Slovak-Australian businessman and Holocaust survivor

Ludwig ("Lali" or "Lale") Sokolov (28 October 1916 – 31 October 2006) was an Austro-Hungarian-born Slovak-Australian businessman and Holocaust survivor.

==Biography==

Lale Sokolov was born Ludwig Eisenberg on 28 October 1916 in Korompa, Kingdom of Hungary (now Krompachy, Slovakia). In April 1942, he was deported to Auschwitz as part of the Slovak government's participation in the Holocaust. Upon arrival at the extermination camp, he was tattooed with the number 32407. He was set to work constructing housing blocks for the expanding camp but soon became ill with typhus.

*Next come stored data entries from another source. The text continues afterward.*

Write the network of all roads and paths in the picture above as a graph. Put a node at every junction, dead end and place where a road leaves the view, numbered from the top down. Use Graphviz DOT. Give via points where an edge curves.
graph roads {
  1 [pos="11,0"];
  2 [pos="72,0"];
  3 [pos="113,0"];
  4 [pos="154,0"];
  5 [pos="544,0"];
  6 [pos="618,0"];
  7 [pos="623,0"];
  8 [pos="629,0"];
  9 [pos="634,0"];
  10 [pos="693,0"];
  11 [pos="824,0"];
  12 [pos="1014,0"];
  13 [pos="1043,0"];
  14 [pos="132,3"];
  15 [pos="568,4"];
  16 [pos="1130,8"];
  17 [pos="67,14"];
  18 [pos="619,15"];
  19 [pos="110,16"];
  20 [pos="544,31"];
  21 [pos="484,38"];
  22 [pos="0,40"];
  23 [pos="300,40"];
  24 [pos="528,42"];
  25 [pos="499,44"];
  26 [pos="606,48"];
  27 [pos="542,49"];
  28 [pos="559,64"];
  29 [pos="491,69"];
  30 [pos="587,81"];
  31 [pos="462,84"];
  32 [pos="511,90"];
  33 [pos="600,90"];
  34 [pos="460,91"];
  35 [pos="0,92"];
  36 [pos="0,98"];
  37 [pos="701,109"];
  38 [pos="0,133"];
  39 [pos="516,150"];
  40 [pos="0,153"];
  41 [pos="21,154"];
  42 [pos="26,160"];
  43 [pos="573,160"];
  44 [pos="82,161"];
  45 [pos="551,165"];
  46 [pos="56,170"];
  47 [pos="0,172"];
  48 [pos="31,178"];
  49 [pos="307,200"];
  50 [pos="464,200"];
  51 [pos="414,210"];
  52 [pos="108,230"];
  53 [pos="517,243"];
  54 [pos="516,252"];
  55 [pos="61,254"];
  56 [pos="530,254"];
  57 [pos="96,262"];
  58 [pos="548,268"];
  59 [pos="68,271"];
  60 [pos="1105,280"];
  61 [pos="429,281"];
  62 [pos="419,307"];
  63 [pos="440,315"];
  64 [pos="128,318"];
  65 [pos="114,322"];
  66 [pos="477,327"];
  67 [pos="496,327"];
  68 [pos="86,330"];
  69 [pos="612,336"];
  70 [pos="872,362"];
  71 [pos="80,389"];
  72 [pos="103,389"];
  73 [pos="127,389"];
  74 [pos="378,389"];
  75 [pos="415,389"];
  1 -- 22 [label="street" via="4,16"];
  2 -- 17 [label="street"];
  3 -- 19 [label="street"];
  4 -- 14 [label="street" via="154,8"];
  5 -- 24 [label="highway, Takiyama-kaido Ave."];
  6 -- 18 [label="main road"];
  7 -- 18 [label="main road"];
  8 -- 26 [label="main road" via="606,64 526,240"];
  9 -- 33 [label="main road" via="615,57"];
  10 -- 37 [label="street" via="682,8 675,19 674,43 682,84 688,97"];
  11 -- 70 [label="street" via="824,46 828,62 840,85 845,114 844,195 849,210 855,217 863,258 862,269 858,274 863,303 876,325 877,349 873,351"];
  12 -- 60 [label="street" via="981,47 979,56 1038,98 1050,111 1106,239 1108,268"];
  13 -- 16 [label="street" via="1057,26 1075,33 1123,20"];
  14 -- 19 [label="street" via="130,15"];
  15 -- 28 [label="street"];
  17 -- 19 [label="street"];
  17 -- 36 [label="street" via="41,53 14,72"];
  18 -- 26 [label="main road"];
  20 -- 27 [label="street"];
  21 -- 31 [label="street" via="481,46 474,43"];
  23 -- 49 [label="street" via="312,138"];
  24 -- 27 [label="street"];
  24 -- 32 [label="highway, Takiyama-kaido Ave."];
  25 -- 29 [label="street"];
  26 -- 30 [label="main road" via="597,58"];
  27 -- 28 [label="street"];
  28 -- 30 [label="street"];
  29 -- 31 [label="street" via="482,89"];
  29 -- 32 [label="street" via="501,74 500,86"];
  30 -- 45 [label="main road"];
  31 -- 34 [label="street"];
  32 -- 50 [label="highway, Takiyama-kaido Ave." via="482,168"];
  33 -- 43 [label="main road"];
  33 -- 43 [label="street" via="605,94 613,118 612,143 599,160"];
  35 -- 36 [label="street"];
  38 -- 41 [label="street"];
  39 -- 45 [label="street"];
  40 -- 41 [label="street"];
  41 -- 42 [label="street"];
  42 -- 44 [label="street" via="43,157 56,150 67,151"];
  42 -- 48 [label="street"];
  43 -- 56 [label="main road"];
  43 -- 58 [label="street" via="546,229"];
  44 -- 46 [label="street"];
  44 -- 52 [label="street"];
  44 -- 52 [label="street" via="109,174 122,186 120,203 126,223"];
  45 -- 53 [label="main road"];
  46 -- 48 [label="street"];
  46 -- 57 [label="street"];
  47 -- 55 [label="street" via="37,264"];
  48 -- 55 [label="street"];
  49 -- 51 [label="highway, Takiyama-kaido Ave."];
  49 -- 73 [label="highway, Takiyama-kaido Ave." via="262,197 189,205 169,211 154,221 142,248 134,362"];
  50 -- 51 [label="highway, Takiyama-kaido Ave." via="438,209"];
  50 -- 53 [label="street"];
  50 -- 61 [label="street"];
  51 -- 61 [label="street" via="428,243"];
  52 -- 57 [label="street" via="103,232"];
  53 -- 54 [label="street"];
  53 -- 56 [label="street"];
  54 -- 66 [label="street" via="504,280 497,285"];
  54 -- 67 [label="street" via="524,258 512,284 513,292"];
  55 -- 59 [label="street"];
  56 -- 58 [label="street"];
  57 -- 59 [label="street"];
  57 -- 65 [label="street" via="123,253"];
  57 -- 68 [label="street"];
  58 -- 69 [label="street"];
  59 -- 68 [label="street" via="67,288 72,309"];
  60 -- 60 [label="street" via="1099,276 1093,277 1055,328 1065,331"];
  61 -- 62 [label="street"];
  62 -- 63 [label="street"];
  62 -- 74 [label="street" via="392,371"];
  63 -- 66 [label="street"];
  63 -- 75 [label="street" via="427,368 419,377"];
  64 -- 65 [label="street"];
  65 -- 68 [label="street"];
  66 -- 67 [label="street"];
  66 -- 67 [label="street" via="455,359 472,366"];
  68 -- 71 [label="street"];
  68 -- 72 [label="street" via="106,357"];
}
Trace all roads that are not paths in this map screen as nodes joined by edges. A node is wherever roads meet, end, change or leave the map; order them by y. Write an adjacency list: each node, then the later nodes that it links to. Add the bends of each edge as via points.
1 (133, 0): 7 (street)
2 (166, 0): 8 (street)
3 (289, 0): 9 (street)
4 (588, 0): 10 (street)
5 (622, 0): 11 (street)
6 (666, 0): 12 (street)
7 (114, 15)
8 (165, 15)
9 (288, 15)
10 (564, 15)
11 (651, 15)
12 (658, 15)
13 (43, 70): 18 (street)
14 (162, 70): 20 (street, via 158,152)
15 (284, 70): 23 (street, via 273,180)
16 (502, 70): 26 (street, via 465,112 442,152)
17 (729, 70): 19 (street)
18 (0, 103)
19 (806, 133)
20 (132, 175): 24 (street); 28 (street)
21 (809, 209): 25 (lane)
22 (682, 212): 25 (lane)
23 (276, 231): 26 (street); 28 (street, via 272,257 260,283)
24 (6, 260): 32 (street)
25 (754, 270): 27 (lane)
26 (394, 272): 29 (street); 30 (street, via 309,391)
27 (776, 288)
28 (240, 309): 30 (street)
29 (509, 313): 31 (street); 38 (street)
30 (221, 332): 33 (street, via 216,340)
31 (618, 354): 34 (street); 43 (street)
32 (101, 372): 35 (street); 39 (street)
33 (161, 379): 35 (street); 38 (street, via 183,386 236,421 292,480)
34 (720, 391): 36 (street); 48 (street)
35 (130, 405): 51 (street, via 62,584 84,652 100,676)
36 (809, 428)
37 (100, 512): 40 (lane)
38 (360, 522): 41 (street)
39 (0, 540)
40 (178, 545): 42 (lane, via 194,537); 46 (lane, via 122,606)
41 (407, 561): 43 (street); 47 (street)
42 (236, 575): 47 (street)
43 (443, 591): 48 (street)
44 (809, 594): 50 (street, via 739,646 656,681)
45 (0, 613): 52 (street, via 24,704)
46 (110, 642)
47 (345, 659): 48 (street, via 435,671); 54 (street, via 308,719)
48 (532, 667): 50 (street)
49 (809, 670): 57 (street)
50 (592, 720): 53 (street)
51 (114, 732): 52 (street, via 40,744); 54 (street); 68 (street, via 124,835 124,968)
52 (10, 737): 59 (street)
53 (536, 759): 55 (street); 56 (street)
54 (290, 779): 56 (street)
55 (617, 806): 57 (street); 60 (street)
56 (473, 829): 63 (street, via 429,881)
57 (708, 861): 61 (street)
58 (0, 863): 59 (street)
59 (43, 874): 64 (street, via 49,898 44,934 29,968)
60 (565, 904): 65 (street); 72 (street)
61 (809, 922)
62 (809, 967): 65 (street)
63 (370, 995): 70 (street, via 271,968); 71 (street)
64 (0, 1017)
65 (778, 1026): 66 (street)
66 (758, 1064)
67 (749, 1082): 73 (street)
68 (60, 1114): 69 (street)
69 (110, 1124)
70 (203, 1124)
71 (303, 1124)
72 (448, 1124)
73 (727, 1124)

Having recovered, he was assigned as one of the camp's Tätowierer (tattooist). As such, he was part of the Politische Abteilung and had an SS officer assigned to monitor him. His job meant he was "a step further away from death than the other prisoners", and he received a number of benefits such as a single room, extra rations, and free time when his work had been completed.

While in the camp, Sokolov met his future wife Gisela "Gita" Fuhrmannova. He was also involved in trading contraband with prisoners, SS officers, and locals.

Eight days before the liberation of Auschwitz by Soviet troops on 27 January 1945, Sokolov was moved to Mauthausen concentration camp in Austria. At Mauthausen his Jewish identity was unknown; when he was denounced for being Jewish by a fellow prisoner, he successfully denied the revelation and incited two allies to murder his betrayer in the steel mill's rollers. He escaped that concentration camp, and returned to Czechoslovakia. Knowing only Gita Fuhrmannova's name, he went to Bratislava, the main entry point for returning survivors, to search for her. The couple married later in 1945, and he changed his surname from Eisenberg to the more Russian-sounding Sokolov. He then opened a factory in Bratislava. During this time, he was involved in collecting money in support of the creation of the State of Israel. This activity, and the nationalization of industry by Czechoslovakia's then communist government, resulted in him being imprisoned and having his business seized. He was subsequently released and the couple emigrated to Australia in 1948.

In Australia, Sokolov and his wife settled in Melbourne and opened up a clothing factory. Their only child, Gary, was born in 1961. Though his wife visited Europe a number of times, Sokolov never returned. Following Gita's death in 2003, he finally felt able to speak about his war-time experience, having feared that he would be perceived as a collaborator.

He was interviewed by journalist Heather Morris over the next three years, resulting in the publication of The Tattooist of Auschwitz in 2018. While the book was billed as historical fiction, it generated controversy because of a perception that its marketing and content suggested historical accuracy despite departures from the truth and presenting a hagiographic rendition of a complicated biography. Sokolov died in 2006, survived by his son.

==In popular culture==
On 2 May 2024, a miniseries based on The Tattooist of Auschwitz by Morris, was released, starring Harvey Keitel as Lale Sokolov, Jonah Hauer-King as young Lale Sokolov, and Anna Próchniak as Gita.